Wartime legacy unearthed in Harwell clean up
A massive clean up operation is under way at the Southern Storage Area at the UKAEA's Harwell site. This case study reports on how the final phase of one of the country's most challenging land remediation programmes is being carried out on a site which was a wartime RAF baseOriginally an RAF airfield, the Harwell site in Oxfordshire, which is the headquarters of the United Kingdom Atomic Energy Authority (UKAEA), was taken over by the Ministry of Supply in 1945 to carry out research for the UK's nuclear energy programme.
UKAEA's focus for the past six years has been on dismantling its redundant nuclear facilities and environmentally restoring the site. Significant progress has been made with decommissioning its research reactors and removing major radioactive facilities.
The site restoration programme at Harwell aims to progressively remove the site from the constraints of nuclear regulation to increase its potential as an international business centre. Harwell is already host to a number of new and established companies and operates an innovation centre for fledgling businesses.
Southern Storage Area
Clean up of the SSA is one of UKAEA's largest decommissioning tasks at Harwell and is one of the most challenging land remediation programmes in the UK.
The Southern Storage Area is a seven-hectare site on the southern border of UKAEA Harwell. It is known locally as the "bomb dump" because it was the RAF munitions store during the Second World War. The Southern Storage Area is now derelict, the former RAF buildings have been removed and in the interim it was used by UKAEA to dispose of various materials.
UKAEA then used the site from 1952 to the mid 1960s for a variety of waste handling operations and for the burial of mixed chemical and beryllium-contaminated wastes. Beryllium is a light and strong material sometimes used in the aerospace and nuclear industries and can be hazardous if inhaled as dust. The wastes contain very low levels of radioactivity.
Work to restore the SSA has been ongoing since the 1980s and the final phase of work will involve returning the land to a safe and clean condition suitable, for example, as a recreational area. This is the last stage of a phased clean-up programme that has been ongoing since the 1980s. In addition, the restoration is a requirement before housing development can begin on the neighbouring Chilton Field site. The options for restoration of the SSA have been carefully considered using a public Environmental Assessment process. The Vale of White Horse District Council led this process as planning authority and Oxfordshire County Council, the Environment Agency and the Health and Safety Executive were involved.
Clean up programme
The site was initially cleaned up in the 1980s, when the buildings and surface wastes were removed. In the 1990s extensive surveys were completed to plan final restoration of the site. The site is currently secure and safe but it requires further clean up to remove remaining wastes and as a final check on its suitability for public access.
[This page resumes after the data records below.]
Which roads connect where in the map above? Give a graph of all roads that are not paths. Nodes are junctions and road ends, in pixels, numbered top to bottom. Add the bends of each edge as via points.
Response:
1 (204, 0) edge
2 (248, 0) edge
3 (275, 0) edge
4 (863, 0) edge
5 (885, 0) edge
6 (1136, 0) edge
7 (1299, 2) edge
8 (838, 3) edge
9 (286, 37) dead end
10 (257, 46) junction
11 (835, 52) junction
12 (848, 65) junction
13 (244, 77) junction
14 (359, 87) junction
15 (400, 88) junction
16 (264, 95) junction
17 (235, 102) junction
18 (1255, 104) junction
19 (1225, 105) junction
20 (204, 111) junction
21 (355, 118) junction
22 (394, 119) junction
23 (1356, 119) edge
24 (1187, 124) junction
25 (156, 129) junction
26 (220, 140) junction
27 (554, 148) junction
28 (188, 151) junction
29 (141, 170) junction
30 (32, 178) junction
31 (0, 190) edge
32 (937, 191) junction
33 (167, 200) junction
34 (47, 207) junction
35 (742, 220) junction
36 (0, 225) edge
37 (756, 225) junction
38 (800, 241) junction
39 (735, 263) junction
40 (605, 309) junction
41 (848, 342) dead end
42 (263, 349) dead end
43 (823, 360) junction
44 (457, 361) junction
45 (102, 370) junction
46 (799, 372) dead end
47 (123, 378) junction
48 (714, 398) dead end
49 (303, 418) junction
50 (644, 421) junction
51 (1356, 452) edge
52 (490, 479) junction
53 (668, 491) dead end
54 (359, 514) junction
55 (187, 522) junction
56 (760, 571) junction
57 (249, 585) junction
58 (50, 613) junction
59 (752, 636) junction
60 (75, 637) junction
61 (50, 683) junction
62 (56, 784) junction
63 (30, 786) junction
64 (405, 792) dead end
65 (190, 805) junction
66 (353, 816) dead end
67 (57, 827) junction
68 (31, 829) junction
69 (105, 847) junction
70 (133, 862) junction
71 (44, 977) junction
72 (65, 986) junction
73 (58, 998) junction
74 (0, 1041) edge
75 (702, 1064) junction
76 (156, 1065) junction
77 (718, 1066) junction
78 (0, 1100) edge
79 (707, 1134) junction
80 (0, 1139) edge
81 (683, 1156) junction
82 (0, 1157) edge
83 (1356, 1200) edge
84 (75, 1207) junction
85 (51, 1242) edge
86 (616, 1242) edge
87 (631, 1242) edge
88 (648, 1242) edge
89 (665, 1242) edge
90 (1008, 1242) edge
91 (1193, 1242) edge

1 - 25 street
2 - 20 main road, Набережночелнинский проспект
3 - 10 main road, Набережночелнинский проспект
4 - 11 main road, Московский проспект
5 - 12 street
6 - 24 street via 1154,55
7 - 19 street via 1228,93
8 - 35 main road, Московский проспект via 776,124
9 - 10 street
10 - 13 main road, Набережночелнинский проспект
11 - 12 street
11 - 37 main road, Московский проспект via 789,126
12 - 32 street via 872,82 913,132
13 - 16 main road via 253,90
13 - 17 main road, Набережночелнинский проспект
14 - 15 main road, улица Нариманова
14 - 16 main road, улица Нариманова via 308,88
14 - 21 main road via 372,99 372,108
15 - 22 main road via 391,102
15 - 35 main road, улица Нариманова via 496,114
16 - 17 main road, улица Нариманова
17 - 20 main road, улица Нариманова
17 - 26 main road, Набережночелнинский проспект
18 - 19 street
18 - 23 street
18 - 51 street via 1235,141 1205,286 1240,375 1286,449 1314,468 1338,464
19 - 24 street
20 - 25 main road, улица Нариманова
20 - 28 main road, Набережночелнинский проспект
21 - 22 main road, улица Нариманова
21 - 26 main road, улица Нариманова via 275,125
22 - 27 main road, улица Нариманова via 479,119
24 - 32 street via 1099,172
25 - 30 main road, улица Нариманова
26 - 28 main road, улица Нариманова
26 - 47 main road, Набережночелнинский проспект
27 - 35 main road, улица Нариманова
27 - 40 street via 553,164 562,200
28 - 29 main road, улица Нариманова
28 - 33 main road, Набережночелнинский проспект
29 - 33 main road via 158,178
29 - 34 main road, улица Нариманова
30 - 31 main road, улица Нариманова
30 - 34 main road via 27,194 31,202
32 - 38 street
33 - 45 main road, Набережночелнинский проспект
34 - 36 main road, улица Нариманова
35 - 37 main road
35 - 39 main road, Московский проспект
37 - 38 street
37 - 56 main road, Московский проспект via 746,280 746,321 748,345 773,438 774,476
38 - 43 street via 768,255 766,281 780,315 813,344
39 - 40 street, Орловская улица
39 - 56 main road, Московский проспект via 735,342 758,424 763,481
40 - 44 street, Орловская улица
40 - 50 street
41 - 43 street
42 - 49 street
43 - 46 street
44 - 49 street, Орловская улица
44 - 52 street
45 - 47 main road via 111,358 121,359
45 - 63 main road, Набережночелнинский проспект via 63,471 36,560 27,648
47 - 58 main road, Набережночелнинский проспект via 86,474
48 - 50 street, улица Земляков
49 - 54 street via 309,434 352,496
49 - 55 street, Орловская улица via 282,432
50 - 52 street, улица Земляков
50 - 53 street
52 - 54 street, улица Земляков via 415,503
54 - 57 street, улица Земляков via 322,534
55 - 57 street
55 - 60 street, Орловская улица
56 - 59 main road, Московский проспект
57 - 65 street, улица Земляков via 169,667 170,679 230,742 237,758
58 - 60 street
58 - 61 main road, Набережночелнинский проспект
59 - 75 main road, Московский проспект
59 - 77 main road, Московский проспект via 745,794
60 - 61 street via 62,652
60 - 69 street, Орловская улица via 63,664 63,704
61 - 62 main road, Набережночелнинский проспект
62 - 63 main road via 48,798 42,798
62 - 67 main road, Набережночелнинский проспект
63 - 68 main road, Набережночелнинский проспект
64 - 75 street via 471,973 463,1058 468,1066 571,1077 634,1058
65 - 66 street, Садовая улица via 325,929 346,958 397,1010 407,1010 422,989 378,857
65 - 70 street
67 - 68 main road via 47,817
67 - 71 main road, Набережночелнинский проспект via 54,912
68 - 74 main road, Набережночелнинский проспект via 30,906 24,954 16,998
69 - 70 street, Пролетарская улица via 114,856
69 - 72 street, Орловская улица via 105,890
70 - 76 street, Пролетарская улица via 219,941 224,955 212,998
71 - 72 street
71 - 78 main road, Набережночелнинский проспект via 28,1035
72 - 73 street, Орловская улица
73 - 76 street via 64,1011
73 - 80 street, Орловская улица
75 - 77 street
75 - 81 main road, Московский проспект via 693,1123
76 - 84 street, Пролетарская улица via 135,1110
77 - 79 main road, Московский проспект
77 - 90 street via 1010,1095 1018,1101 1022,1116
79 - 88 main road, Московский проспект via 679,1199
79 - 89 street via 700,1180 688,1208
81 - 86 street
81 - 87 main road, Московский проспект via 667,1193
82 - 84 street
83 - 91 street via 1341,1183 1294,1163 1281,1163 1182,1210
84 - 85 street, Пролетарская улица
The remediation programme has involved the systematic excavation of the contaminated areas to one metre below meadow level. The excavated waste has been scrupulously examined, classified and disposed of accordingly.
Public safety has been a key priority throughout the project and has dominated the way that the work has been approached. As well as the risks inherent with any kind of remediation programme, the project team has also had to contend with the discovery of bomb casings, practice bombs and munitions. This has on occasion set the site's full-scale emergency plans into action. This has involved calling out the RAF bomb disposal unit, evacuating the school and nearby houses meaning that extreme caution is necessary in all aspects of the site work. Each cubic centimetre of the site has been painstakingly inspected to identify any potential explosives of either a chemical or military nature.
UKAEA has a small project management team at the SSA responsible for up to 40 contractors working on specific activities at any one time.
There are several remaining issues to deal with on the site. There are six small pits (total 370m?) containing laboratory wastes, including low levels of radioactivity, which has resulted in low level chemical groundwater pollution. This pollution has been dealt with by using a groundwater treatment plant on the site which has nearly completed its task. In addition, there are five larger pits (total 4,600 m?), which contain industrial wastes including beryllium contaminated materials. The remaining Southern Storage Area land has some minor areas of pollution removed and considerable quantities of RAF munitions removed or detonated in site by the Emergency Ordnance Department (EOD) that require clean up and may have some remaining RAF munitions. The area will undergo thorough checking before it can be declared clean.
UKAEA's specialist decommissioning teams follow a thorough and proven process for removing the waste is. All known wastes are removed from the pits and the rest of the site is thoroughly dug over searching for other wastes. Each stage of the process is carefully monitored.
Dealing with potential hazards
The principal hazard to members of the public from the works is the accidental release of hazardous dusts from the site. Given the amounts and types of material on the site there is not a serious hazard to the public, but nonetheless UKAEA will implement a precautionary approach to all works and excavation has taken place within tented enclosures.
Excavation of the pit wastes will be undertaken using methods that prevent dust generation, as far as practicable. All work will be subject to careful checking, monitoring and independent regulation.
Extensive monitoring of air quality both at the workplace and on all the site
boundaries will be undertaken to ensure the protective measures are effective.